Tag Archives: scraping snarffy

Simple AWS Lambda Java Project – NetBeans and Gradle


I have been working on distributed harvesting projects for the last 5 years. Generally the projects used a raft of AWS EC2 instances and Gearman to manage the workflow. Having recently heard of some similar solutions using AWS Lambda functions, I wanted to explore this as a possible new architecture for these projects. So.. I dug in.

Article Contents:

The learning curve for me has been a little steep. There is a limited number of languages supported (AWS doc linked here), but the only two that came close to meeting my needs were NodeJS and Java.

Most of my project code is written in CasperJS, a NodeJS extension, so I thought that perhaps that was the path of least resistance.. but it was not clear to me how to ‘install’ PhantomJS and CapserJS components into this Lambda Function, so I switched to working with Java.

Designing the Test

This is a VERY simple test blob, but it took me about a day to get to this point, since it was not totally clear to me how the AWS API Gateway might work and how the data is packaged/posted to the <Lambda Function.
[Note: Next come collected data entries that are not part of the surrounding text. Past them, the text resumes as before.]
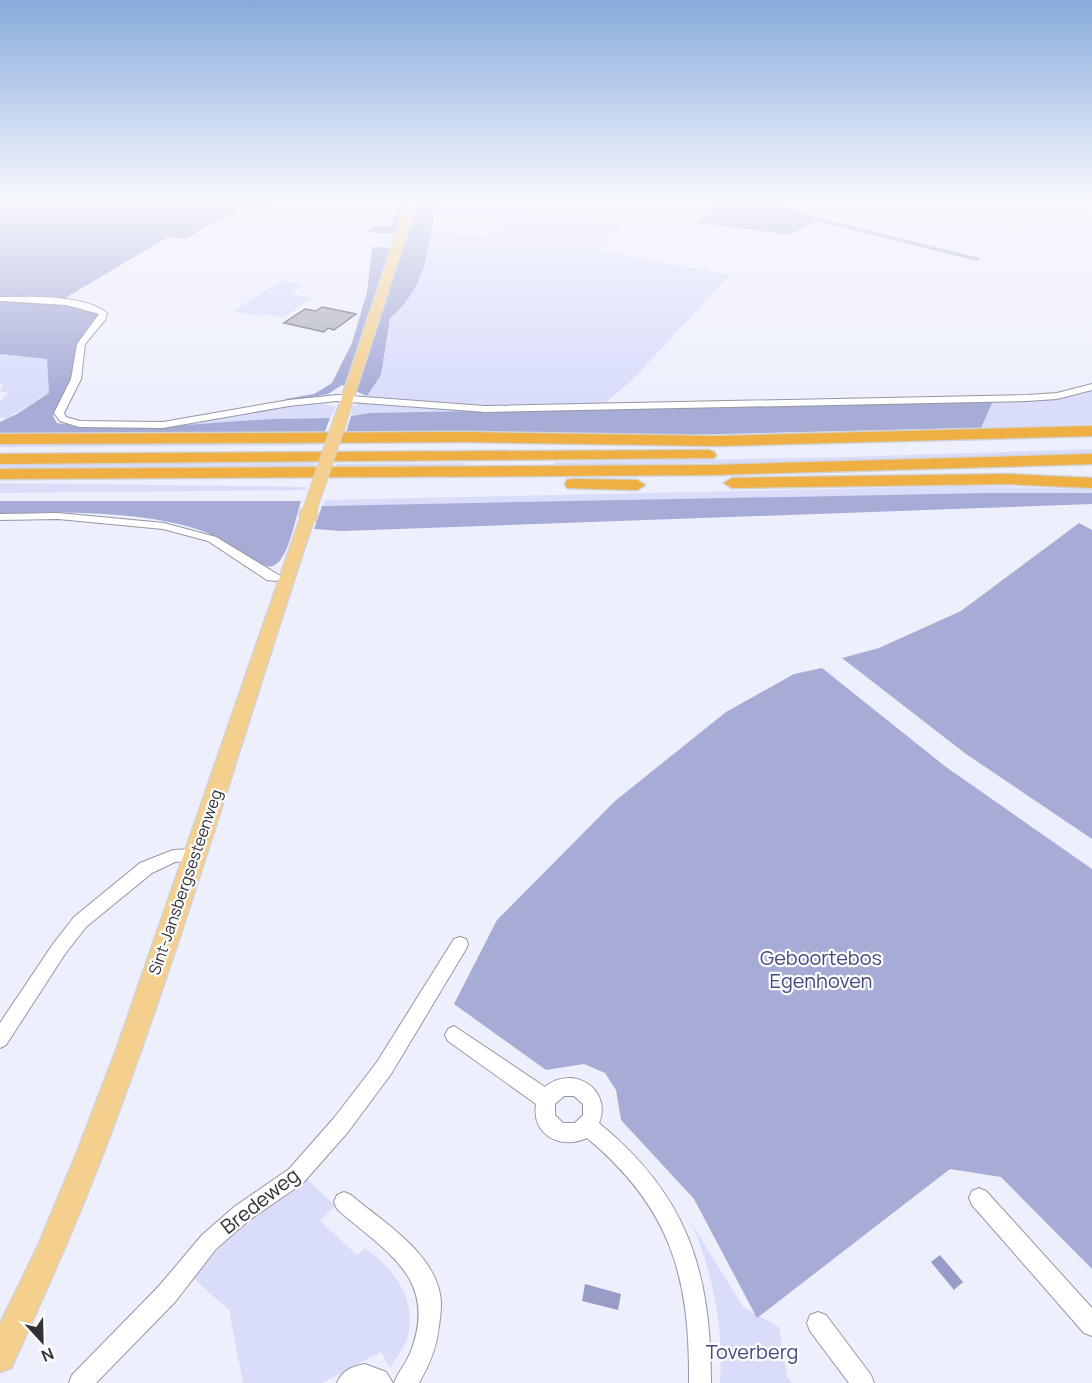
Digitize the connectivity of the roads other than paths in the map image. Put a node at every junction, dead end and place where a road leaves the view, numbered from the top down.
1 (391, 266) edge
2 (0, 299) edge
3 (1092, 387) edge
4 (347, 399) junction
5 (1092, 431) edge
6 (371, 438) junction
7 (0, 439) edge
8 (1092, 444) edge
9 (685, 455) junction
10 (0, 459) edge
11 (1092, 459) edge
12 (994, 462) junction
13 (0, 474) edge
14 (336, 474) junction
15 (890, 480) junction
16 (1092, 483) edge
17 (0, 517) edge
18 (276, 577) dead end
19 (194, 855) junction
20 (459, 944) dead end
21 (454, 1035) dead end
22 (0, 1039) edge
23 (547, 1100) junction
24 (587, 1126) junction
25 (979, 1198) dead end
26 (344, 1202) dead end
27 (818, 1323) dead end
28 (1092, 1325) edge
29 (0, 1357) edge
30 (80, 1383) edge
31 (348, 1383) edge
32 (382, 1383) edge
33 (405, 1383) edge
34 (700, 1383) edge
35 (863, 1383) edge

1 - 4 main road, Sint-Jansbergsesteenweg
2 - 4 street
3 - 4 street
4 - 19 main road, Sint-Jansbergsesteenweg, bridge
5 - 6 highway
6 - 7 highway
6 - 9 highway
8 - 9 highway
9 - 10 highway
11 - 12 highway
12 - 14 highway
12 - 15 highway
13 - 14 highway
14 - 15 highway
15 - 16 highway
17 - 18 street
19 - 22 street
19 - 29 main road, Sint-Jansbergsesteenweg
20 - 30 street, Bredeweg
21 - 23 street
23 - 24 street
23 - 24 street
24 - 34 street
25 - 28 street
26 - 33 street
27 - 35 street
31 - 32 street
After a lot of poking around, uploading my first hunk of (totally broken) code; I was presented the a test CLI. The test CLI has only a few options or packaging up data payloads (at least for test), singular scalar string and a JSON string (which turns into an Object.. the source of the frustration I faced figuring this out).

Boiling it down, this is what the test harness input looks like, when you use the “Hello World” test case, after changing the properties to match my desired inputs:

This will work fine for my needs, I prefer JSON payloads over a fixed (brittle) set of parameters.. this lets me muck around with the internals and add more capacity without having to work about external inputs; I’m just that way.
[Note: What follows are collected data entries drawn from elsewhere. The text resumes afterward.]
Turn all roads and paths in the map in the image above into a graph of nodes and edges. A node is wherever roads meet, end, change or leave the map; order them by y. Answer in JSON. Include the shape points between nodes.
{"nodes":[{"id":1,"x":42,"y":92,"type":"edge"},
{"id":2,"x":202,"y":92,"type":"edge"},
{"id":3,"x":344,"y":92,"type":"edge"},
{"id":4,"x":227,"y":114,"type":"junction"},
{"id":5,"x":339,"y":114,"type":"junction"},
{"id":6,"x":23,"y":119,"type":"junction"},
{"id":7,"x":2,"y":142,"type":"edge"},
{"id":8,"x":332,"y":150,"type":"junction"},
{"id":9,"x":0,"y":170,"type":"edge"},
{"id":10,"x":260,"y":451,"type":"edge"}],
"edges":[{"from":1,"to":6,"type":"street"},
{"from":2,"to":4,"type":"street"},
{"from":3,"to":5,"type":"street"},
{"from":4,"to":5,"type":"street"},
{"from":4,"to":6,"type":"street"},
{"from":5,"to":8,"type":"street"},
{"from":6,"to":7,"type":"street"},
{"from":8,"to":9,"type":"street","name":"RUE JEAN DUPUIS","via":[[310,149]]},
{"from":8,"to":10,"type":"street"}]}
Having decided that JSON was the payload to accept.. next I needed to write a chunk of code to accept it.

Writing the Test Code

Knowing that I would be using a Json string as my input, I’d first coded my function like this:

public String searchAuto(String json){
return String.format(“%s”,json);
}

What I discovered quickly is that the string of JSON in the test payload (which looks like this), is deserialized as a Json Object, and not a string. This required me to step up my simple test to actually deal with the data as JSON. To do this, I selected simple.JsonObject. This is where the “fun” began. Hopefully this helps you avoid spending the time I did to figure out how to get the code cleanly compile locally.. AND to run when uploaded to AWS.

NOTE: I’m not going to say this is the right way to do this.. it’s just the way it worked for me. It’s kludgy and I don’t really like having a two step process but it’s working to get my version of HELLO WORLD working.

Long story short, I needed to get copies of these three .jar files added to my project’s build path, to get things going. Where you place them in your project might vary, but in a basic NetBeans project, these are in the lib/ directory off the project root:

ls -l lib/*.jar

7,267 lib/aws-lambda-java-core-1.1.0.jar
75,355 lib/aws-lambda-java-events-2.0.jar
57,607 lib/json-simple-2.1.2.jar

Locating the jars was not the simplest task either, Amazon’s horrible documentation sent me fishing around on various Github repos, but in the end.. I found them with a good ol search. I’ve linked the libs in the above block to where I sourced mine.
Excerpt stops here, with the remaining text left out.